'''

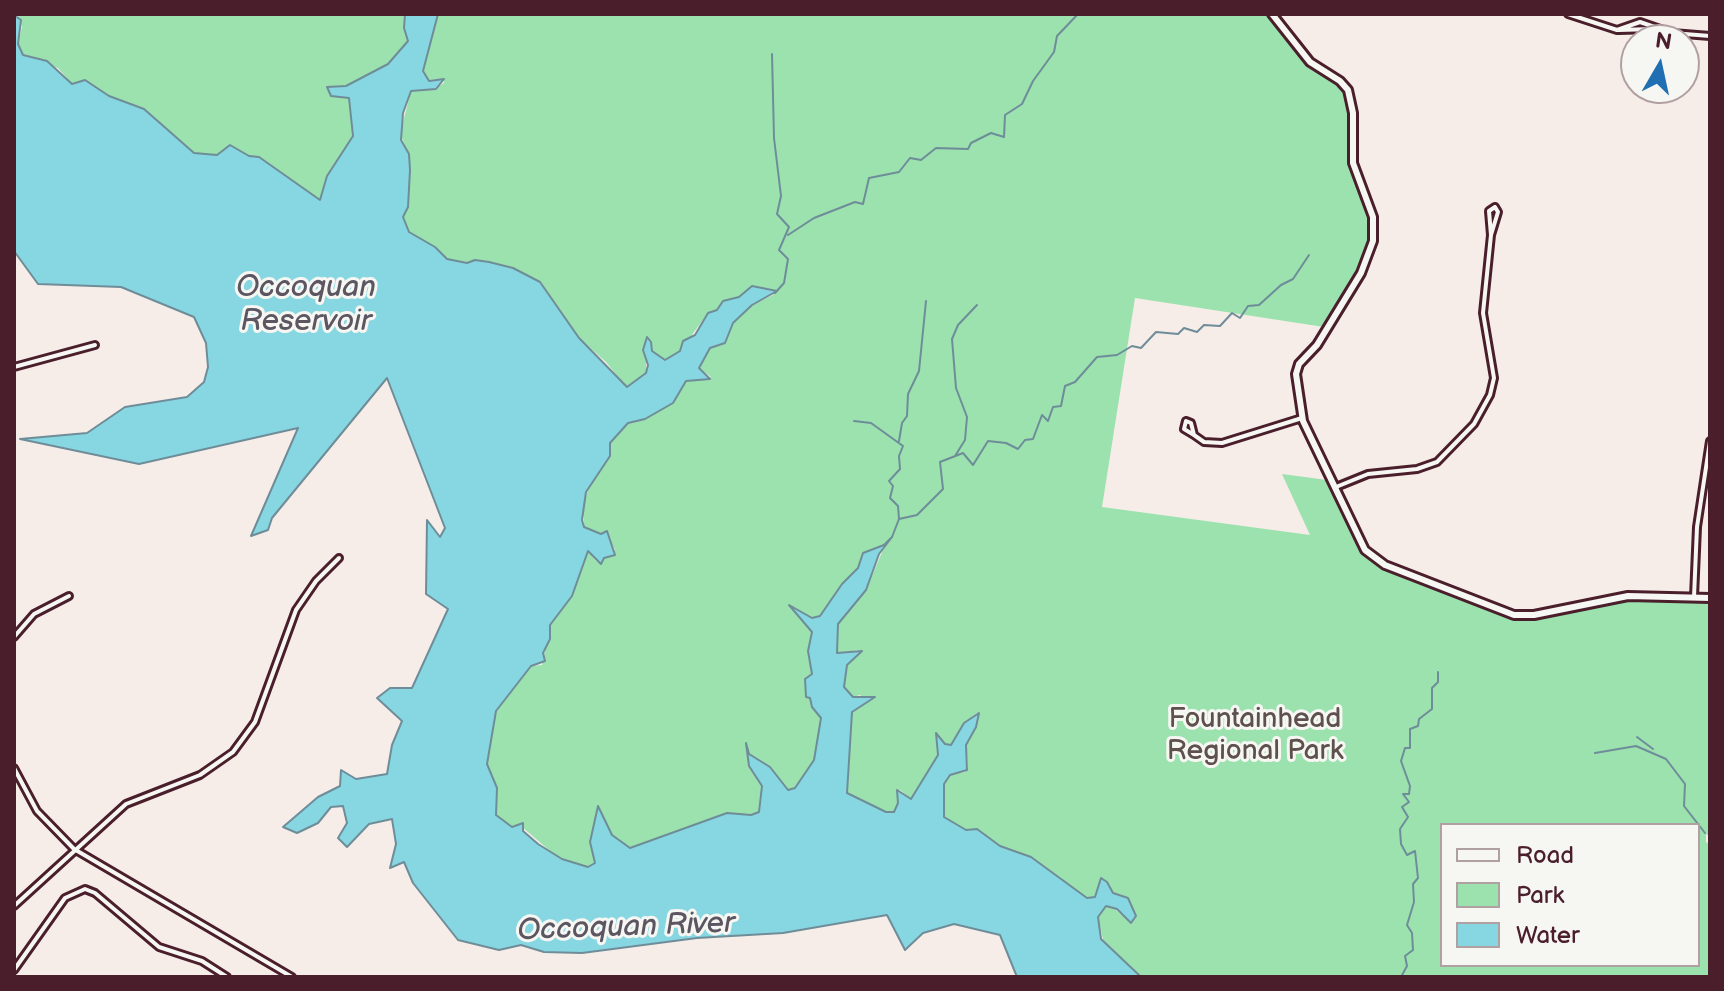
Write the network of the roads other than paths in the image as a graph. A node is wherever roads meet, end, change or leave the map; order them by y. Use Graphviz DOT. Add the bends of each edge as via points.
graph roads {
  1 [pos="1272,14"];
  2 [pos="1568,14"];
  3 [pos="1618,29"];
  4 [pos="1491,235"];
  5 [pos="95,345"];
  6 [pos="14,367"];
  7 [pos="1302,418"];
  8 [pos="1194,435"];
  9 [pos="1710,441"];
  10 [pos="1336,487"];
  11 [pos="339,558"];
  12 [pos="69,596"];
  13 [pos="1710,598"];
  14 [pos="1694,599"];
  15 [pos="14,637"];
  16 [pos="14,768"];
  17 [pos="74,849"];
  18 [pos="14,906"];
  19 [pos="14,970"];
  20 [pos="227,977"];
  21 [pos="292,977"];
  1 -- 7 [label="street" via="1310,62 1348,90 1353,163 1374,223 1371,248 1350,293 1298,367"];
  2 -- 3 [label="street"];
  4 -- 4 [label="street" via="1498,212 1495,207 1489,211"];
  4 -- 10 [label="street" via="1483,298 1494,378 1474,424 1437,462 1368,474"];
  5 -- 6 [label="street"];
  7 -- 8 [label="street" via="1222,443 1207,443"];
  7 -- 10 [label="street"];
  9 -- 14 [label="street" via="1697,527"];
  10 -- 14 [label="street" via="1359,541 1374,559 1507,613 1534,615 1628,596"];
  11 -- 17 [label="street" via="296,610 255,722 239,747 208,772 126,804"];
  12 -- 15 [label="street" via="34,614"];
  13 -- 14 [label="street"];
  16 -- 17 [label="street" via="37,811"];
  17 -- 18 [label="street"];
  17 -- 21 [label="street"];
  19 -- 20 [label="street" via="65,898 85,889 159,947 202,961"];
}
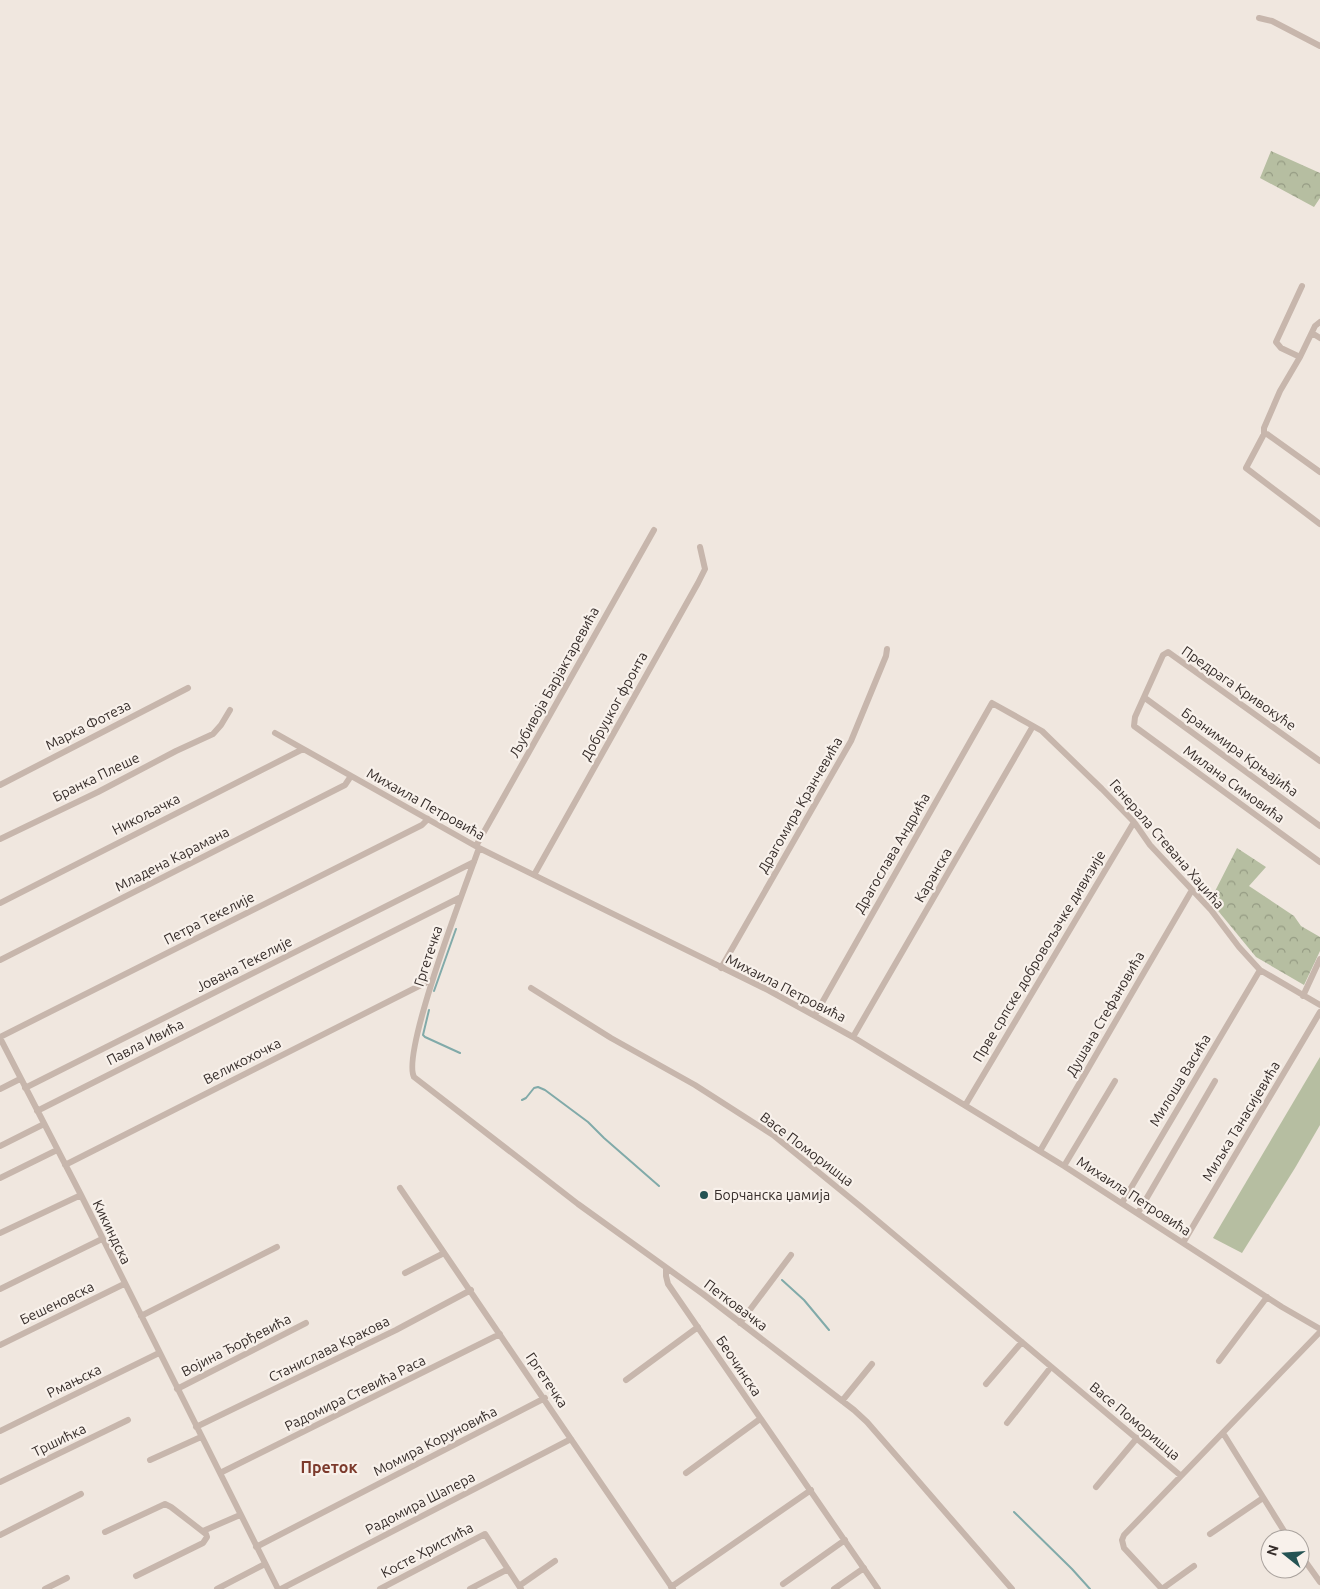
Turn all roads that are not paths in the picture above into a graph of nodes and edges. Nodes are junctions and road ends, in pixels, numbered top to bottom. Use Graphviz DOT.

'''

• _PROBLEM DETAILS_
Pictures are not part of the copy; reproduce everything else in the records exactly.

• _REPLY_
Write the network of the roads other than paths in the image as a graph. A node is wherever roads meet, end, change or leave the map; order them by y. Use Graphviz DOT. Add the bends of each edge as via points.
graph roads {
  1 [pos="1272,14"];
  2 [pos="1568,14"];
  3 [pos="1618,29"];
  4 [pos="1491,235"];
  5 [pos="95,345"];
  6 [pos="14,367"];
  7 [pos="1302,418"];
  8 [pos="1194,435"];
  9 [pos="1710,441"];
  10 [pos="1336,487"];
  11 [pos="339,558"];
  12 [pos="69,596"];
  13 [pos="1710,598"];
  14 [pos="1694,599"];
  15 [pos="14,637"];
  16 [pos="14,768"];
  17 [pos="74,849"];
  18 [pos="14,906"];
  19 [pos="14,970"];
  20 [pos="227,977"];
  21 [pos="292,977"];
  1 -- 7 [label="street" via="1310,62 1348,90 1353,163 1374,223 1371,248 1350,293 1298,367"];
  2 -- 3 [label="street"];
  4 -- 4 [label="street" via="1498,212 1495,207 1489,211"];
  4 -- 10 [label="street" via="1483,298 1494,378 1474,424 1437,462 1368,474"];
  5 -- 6 [label="street"];
  7 -- 8 [label="street" via="1222,443 1207,443"];
  7 -- 10 [label="street"];
  9 -- 14 [label="street" via="1697,527"];
  10 -- 14 [label="street" via="1359,541 1374,559 1507,613 1534,615 1628,596"];
  11 -- 17 [label="street" via="296,610 255,722 239,747 208,772 126,804"];
  12 -- 15 [label="street" via="34,614"];
  13 -- 14 [label="street"];
  16 -- 17 [label="street" via="37,811"];
  17 -- 18 [label="street"];
  17 -- 21 [label="street"];
  19 -- 20 [label="street" via="65,898 85,889 159,947 202,961"];
}
Turn all roads that are not paths in the picture above into a graph of nodes and edges. Nodes are junctions and road ends, in pixels, numbered top to bottom. Use Graphviz DOT.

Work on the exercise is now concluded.